When We Were Animals(47)



“Yeah, a good guess.” I moved toward him and gave him a kiss. “That’s for your good guess.” Then I backed away again.

“All right, all right.” He rubbed his palms together and stared at the ceiling. After a while he said, “Dickens.”

“Because of David Copperfield,” I said. “Not for Tale of Two Cit-ies.”

“So I’m right? Two out of four. That leaves me six guesses for the last one. How do you like my odds?”

“I don’t like them at all.”

“Remember: fate.”

“I remember.”

“Okay, let’s see.” He glanced over at my bookshelves.

“Hey, no unfair advantages.”

“Sorry.”

He covered his face with his hands.

“Ernest Hemingway,” he said eventually.

I gave him a look.

“Okay, no critiques on the wrong guesses, please. Oh, I know. Who’s that guy who wrote the Buddha book?”

“Hermann Hesse?”

“Yeah.”

“No.”

“Sylvia Plath?”

I shook my head.

“Kurt Vonnegut?”

“No.”


“Oh, wait, I know—Lord of the Flies.”

“That’s not an author.”

“What was his name?”

“William Golding. And no.”

“Damn it. How many guesses is that?”

“You have one more.”

He was quiet for a long time, his face buried in his hands, and I liked how his sandy hair hung tousled over his fingers.

Suddenly he sat up, looking pleased with himself. He reached out for me and pulled me to him so we were sitting next to each other on the bed. Then he leaned in close. I could smell his skin.

“I got it,” he said. “Do you believe I’ve got it?”

“No,” I said, my voice almost a whisper.

“Well, I do. I’ve got it. Are you ready?”

“I’m ready.”

He said it slowly, each syllable a victory:

“J. D. Salinger.”

I looked at him for a long time, that pristine boy with his acrobatic teetering between glory and shame. Our faces were impossibly close. We shared the heated air—what he breathed out, I breathed in.

“Well?” he said. “That’s it, isn’t it? I got it, didn’t I?”

And I said, “You got it.”

We live our lives by measures of weeks, months, years, but the creatures we truly are, those are exposed in fractions of moments.

It was nothing. Three words. Two of them were even plosives, or stop syllables. You got it. Nothing at all. It was a flake of a moment, a fingernail of time—but it was there in that narrow margin between one thing and another that I saw who I really was.

He placed his hands lightly on my chest as though to encase my lack of breasts and protect them from harm. Just as you do with newly planted saplings.

The look on his face, beneath features scarred by moonlit nights in the wild, was awfully earnest—and I didn’t think that anything Peter Meechum wanted to do could be very bad. It was a legitimate, daylight thing—it was something done all over the world all the time. It had nothing to do with that ugly, lecherous, queasy feeling in my stomach during the three nights of the full moon. This was something else entirely.

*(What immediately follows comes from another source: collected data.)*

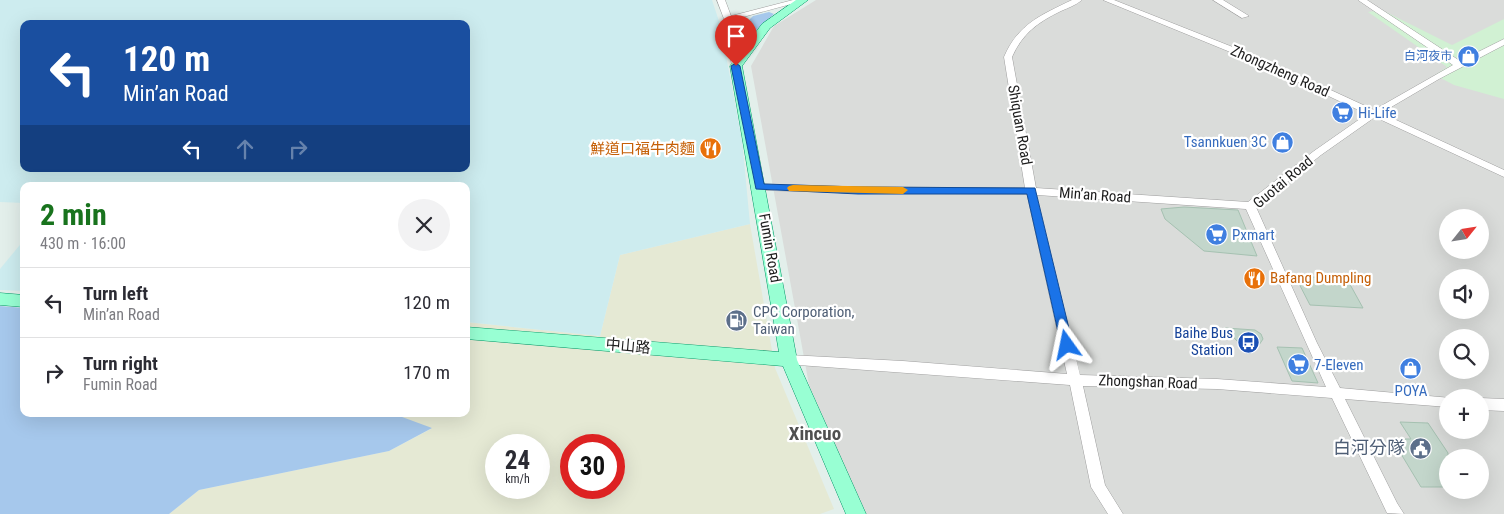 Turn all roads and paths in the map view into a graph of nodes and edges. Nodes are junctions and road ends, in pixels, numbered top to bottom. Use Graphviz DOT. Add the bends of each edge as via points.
graph roads {
  1 [pos="721,0"];
  2 [pos="802,0"];
  3 [pos="1078,0"];
  4 [pos="1108,0"];
  5 [pos="1217,0"];
  6 [pos="1362,0"];
  7 [pos="1245,16"];
  8 [pos="728,19"];
  9 [pos="1504,42"];
  10 [pos="1458,64"];
  11 [pos="736,66"];
  12 [pos="1374,114"];
  13 [pos="1504,174"];
  14 [pos="760,187"];
  15 [pos="1031,191"];
  16 [pos="1250,206"];
  17 [pos="0,299"];
  18 [pos="20,301"];
  19 [pos="470,333"];
  20 [pos="789,360"];
  21 [pos="1074,380"];
  22 [pos="1336,394"];
  23 [pos="1439,401"];
  24 [pos="1489,404"];
  25 [pos="1504,405"];
  26 [pos="856,514"];
  27 [pos="1116,514"];
  28 [pos="1397,514"];
  1 -- 8 [label="street"];
  2 -- 8 [label="street"];
  2 -- 11 [label="main road" via="766,26"];
  3 -- 15 [label="street, Shiquan Road" via="1027,27 1016,39 1008,57"];
  4 -- 12 [label="street, Zhongzheng Road" via="1265,63"];
  5 -- 7 [label="street"];
  6 -- 10 [label="street"];
  8 -- 11 [label="street"];
  9 -- 10 [label="street, Guotai Road"];
  10 -- 12 [label="street, Guotai Road"];
  11 -- 14 [label="main road, Fumin Road"];
  12 -- 13 [label="street, Zhongzheng Road"];
  12 -- 16 [label="street, Guotai Road"];
  14 -- 15 [label="street, Min’an Road"];
  14 -- 20 [label="main road, Fumin Road"];
  15 -- 16 [label="street, Min’an Road"];
  15 -- 21 [label="street, Shiquan Road"];
  16 -- 22 [label="street, Guotai Road"];
  17 -- 18 [label="main road"];
  19 -- 20 [label="main road, 中山路"];
  20 -- 21 [label="street, Zhongshan Road"];
  20 -- 26 [label="main road, Fumin Road"];
  21 -- 22 [label="street, Zhongshan Road" via="1217,384"];
  21 -- 27 [label="street, Shiquan Road" via="1098,487"];
  22 -- 23 [label="street, Zhongshan Road"];
  22 -- 28 [label="street, Guotai Road"];
  24 -- 25 [label="street"];
}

As an act, it was cool, somber, polite.

He removed his clothes, and he told me I should remove mine as well. After that, I lay down, and he scooted his body over mine. His chest against me was bony and raw.

“Are you okay?” he asked.

“Yes.”

“Are you ready?”

“Uh-huh. Yes.”

I didn’t know what to expect. There was a pinch, a slight off feeling, as of something being lodged where it shouldn’t be. Like a piece of spinach between your teeth. It hurt a little, but not so much. Peter was very careful and considerate.

“Okay?” he said.

“Okay,” I said. “You don’t have to keep asking.”

So he closed his eyes and went about his business. I watched him, a little firebrand of industry, chugging away at his given chore. It made me think of those chain gangs from movies, the prisoners all shackled together, swinging their pickaxes in unison. The idea made me smile, but I didn’t want him to think I was laughing at him, so I turned my head and hid my face in the pillow.

His face grew a deep red color, and then I knew he was done, because he fell off me to the side and made sounds that suggested pride and relief.

I felt something leaking out of me, so I went to the bathroom. I took some of the stuff on my fingers to examine it, because it was new to me. It was slippery and a little sticky, and it smelled like pancake batter. I thought about all the invisible, microbial creatures swimming around in it, and it made me a little nauseated, so I washed my hands. But I wished them all well, his little sperms, as I sent them down the drain.

I wasn’t on the pill, but I was pretty sure you couldn’t get pregnant when you were amenorrheic.

I was suddenly shy again, so I wrapped a towel around myself before I went back to the bedroom. Peter was still collapsed on the bed, all used up.

“You have to get dressed,” I said. “Before my father gets home.”